Encryption discovery could lead to advancements in cybersecurity
Two MIT researchers have recently discovered how to secure widely used encryption schemes against attackers who have intercepted examples of successful decryption, marking a major advancement in computer security.
An MITnews profile highlighted the recent development that was unveiled at the International Conference on the Theory and Applications of Cryptographic Techniques, where postdoctoral candidates Huijia Lin and Stefano Tessaro described a new technique for protecting against chosen ciphertext attacks (CCAs).

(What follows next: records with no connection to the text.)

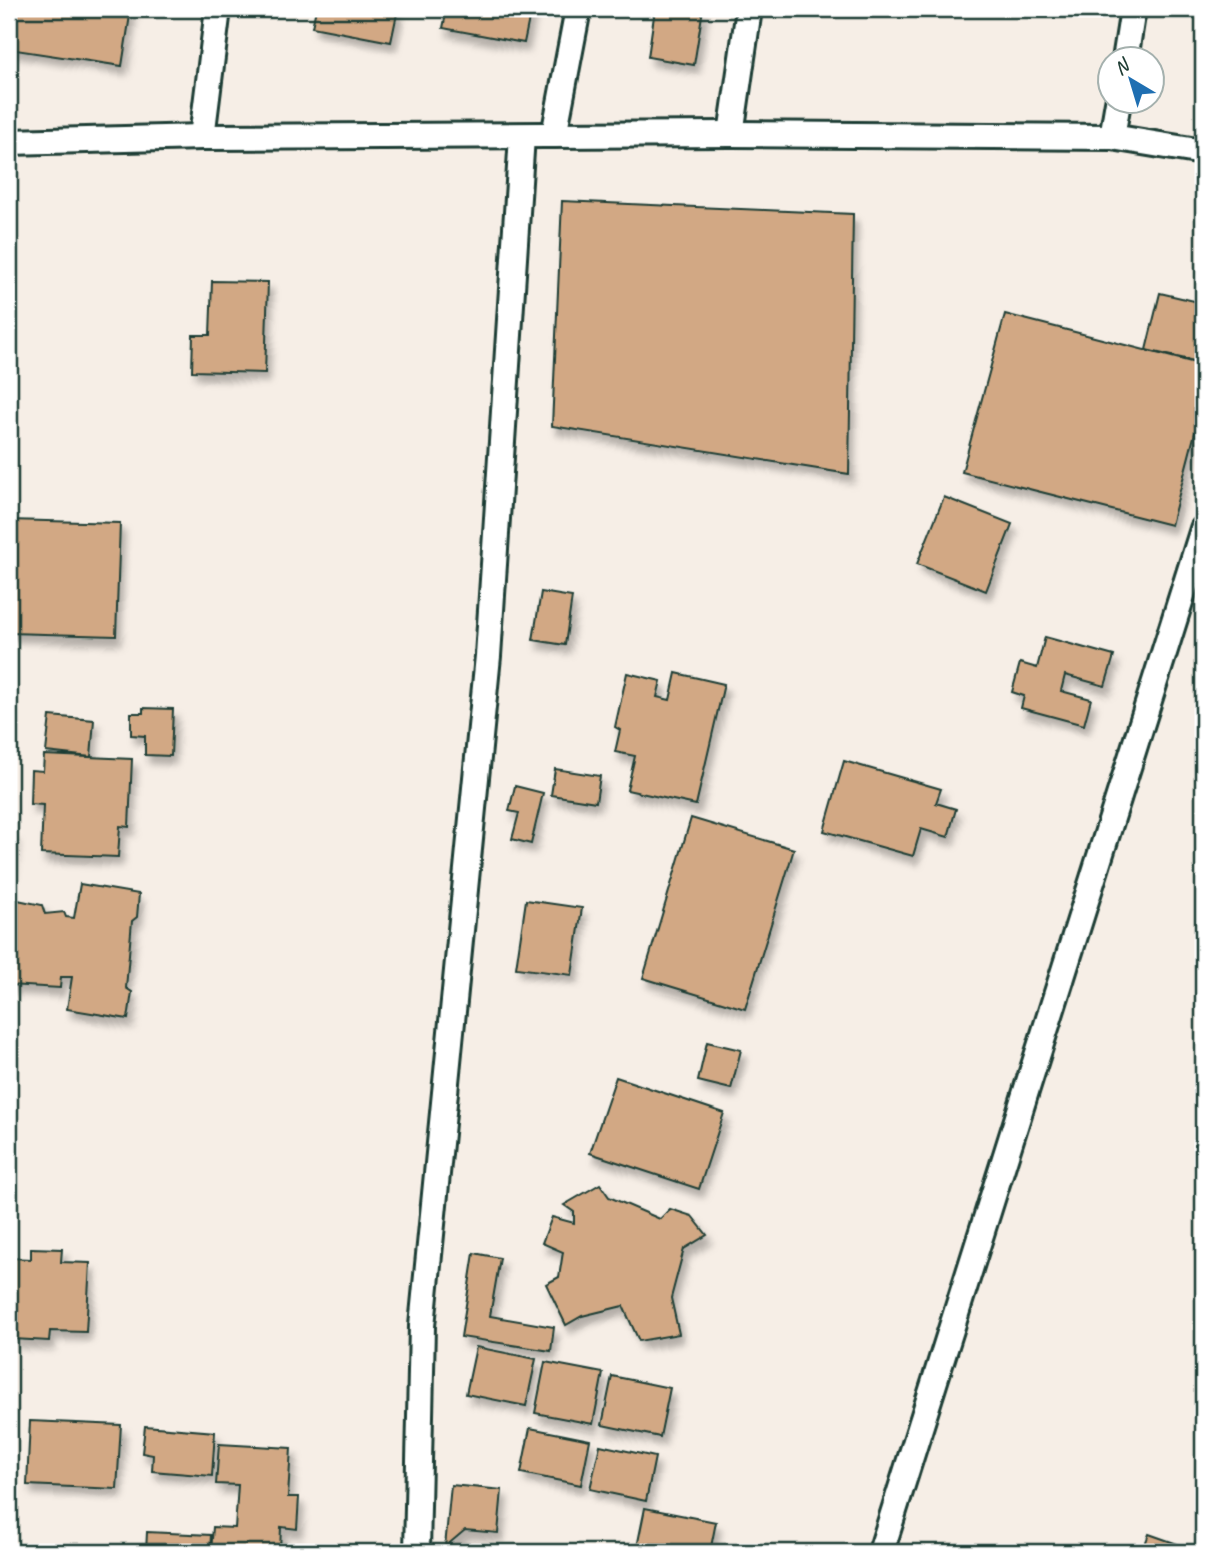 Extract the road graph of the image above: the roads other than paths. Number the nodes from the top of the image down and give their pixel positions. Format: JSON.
{"nodes":[{"id":1,"x":218,"y":9,"type":"edge"},
{"id":2,"x":578,"y":9,"type":"edge"},
{"id":3,"x":749,"y":9,"type":"edge"},
{"id":4,"x":1133,"y":9,"type":"edge"},
{"id":5,"x":1127,"y":46,"type":"edge"},
{"id":6,"x":1116,"y":116,"type":"edge"},
{"id":7,"x":731,"y":134,"type":"junction"},
{"id":8,"x":554,"y":135,"type":"junction"},
{"id":9,"x":522,"y":136,"type":"junction"},
{"id":10,"x":202,"y":137,"type":"junction"},
{"id":11,"x":1112,"y":137,"type":"junction"},
{"id":12,"x":9,"y":142,"type":"edge"},
{"id":13,"x":1203,"y":152,"type":"edge"},
{"id":14,"x":1203,"y":529,"type":"edge"},
{"id":15,"x":417,"y":1552,"type":"edge"},
{"id":16,"x":881,"y":1552,"type":"edge"}],
"edges":[{"from":1,"to":10,"type":"street"},
{"from":2,"to":8,"type":"street"},
{"from":3,"to":7,"type":"street"},
{"from":4,"to":5,"type":"street"},
{"from":6,"to":11,"type":"street"},
{"from":7,"to":8,"type":"street"},
{"from":7,"to":11,"type":"street"},
{"from":8,"to":9,"type":"street"},
{"from":9,"to":10,"type":"street"},
{"from":9,"to":15,"type":"street"},
{"from":10,"to":12,"type":"street"},
{"from":11,"to":13,"type":"street"},
{"from":14,"to":16,"type":"street"}]}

A CCA is a method in which codebreakers gather information primarily via an algorithm-encoded text (ciphertext), where it is then able to obtain its decryption under an unknown key.
According to MITnews, standard public-key encryption is secure as long as an attacker knows nothing other than the public key. Most financial transactions use public key encryption, which utilizes a key each assigned to the sender and the recipient. Assuming that an attacker only knows its public key, information remains secure. In reality, attackers obtaining sophisticated CCA decryption schemes do exist, making it difficult for public-key security to perform its function.

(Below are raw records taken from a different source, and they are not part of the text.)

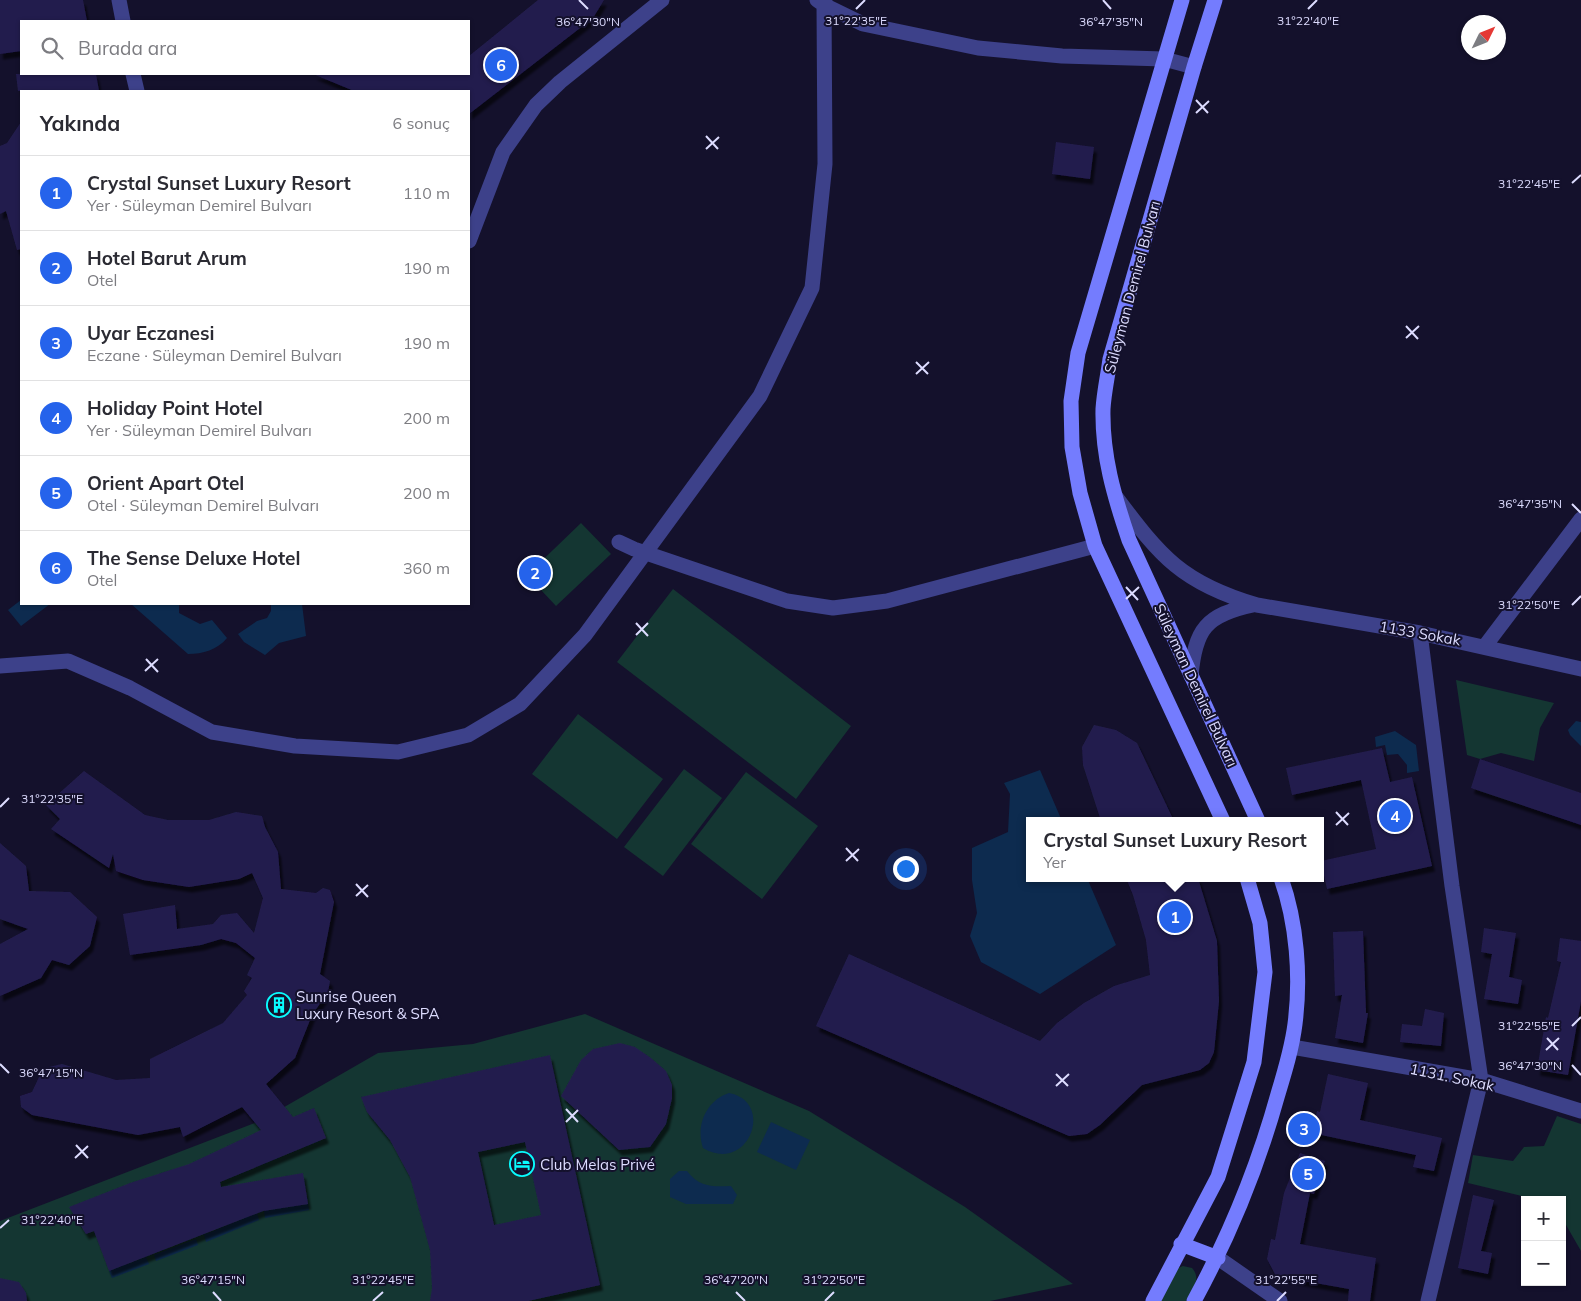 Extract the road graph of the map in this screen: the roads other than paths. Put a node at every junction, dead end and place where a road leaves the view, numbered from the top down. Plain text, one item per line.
1 (119, 0) edge
2 (662, 0) edge
3 (1182, 0) edge
4 (1215, 0) edge
5 (822, 2) edge
6 (123, 20) edge
7 (1164, 59) junction
8 (1194, 67) junction
9 (134, 75) edge
10 (137, 90) edge
11 (470, 238) edge
12 (1112, 492) junction
13 (1581, 519) edge
14 (619, 542) dead end
15 (1095, 546) junction
16 (643, 552) junction
17 (1257, 605) junction
18 (1420, 633) junction
19 (1485, 646) junction
20 (0, 666) edge
21 (1581, 669) edge
22 (1191, 676) junction
23 (1221, 817) edge
24 (1256, 817) edge
25 (1248, 882) edge
26 (1281, 882) edge
27 (1292, 1047) junction
28 (1481, 1080) junction
29 (1581, 1111) edge
30 (1181, 1244) junction
31 (1218, 1258) junction
32 (1152, 1301) edge
33 (1194, 1301) edge
34 (1280, 1301) edge
35 (1428, 1301) edge

1 - 6 street
2 - 11 street
3 - 7 main road, Süleyman Demirel Bulvarı
4 - 8 main road, Süleyman Demirel Bulvarı
5 - 7 street
5 - 16 street
7 - 8 street
7 - 15 main road, Süleyman Demirel Bulvarı
8 - 12 main road, Süleyman Demirel Bulvarı
9 - 10 street
12 - 17 street
12 - 22 main road, Süleyman Demirel Bulvarı
13 - 19 street
14 - 16 street
15 - 16 street
15 - 23 main road, Süleyman Demirel Bulvarı
16 - 20 street
17 - 18 street, 1133 Sokak
17 - 22 street
18 - 19 street, 1133 Sokak
18 - 28 street
19 - 21 street, 1133 Sokak
22 - 24 main road, Süleyman Demirel Bulvarı
25 - 30 main road
26 - 27 main road
27 - 28 street, 1131. Sokak
27 - 31 main road
28 - 29 street, 1131. Sokak
28 - 35 street
30 - 31 main road
30 - 32 main road
31 - 33 main road
31 - 34 street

What Lin and Tessaro discovered is that by combining a weakly encrypted ciphertext with a strongly encrypted one, the result is a strongly encrypted hybrid key that eliminates all known vulnerabilities.
"In real life, maybe it seems more plausible that people would just get a couple of examples of ciphertexts and messages, but as cryptographers, we always want to prevent the worst possible scenario," said Lin. "By considering the strongest attack, we automatically become immune to all possible scenarios."
The postdoctoral candidates' findings could be of practical use in the development of more-secure encryption protocols, but it could also provide theoretical insight into the very nature of cryptographic security and potentially lead the way toward future developments.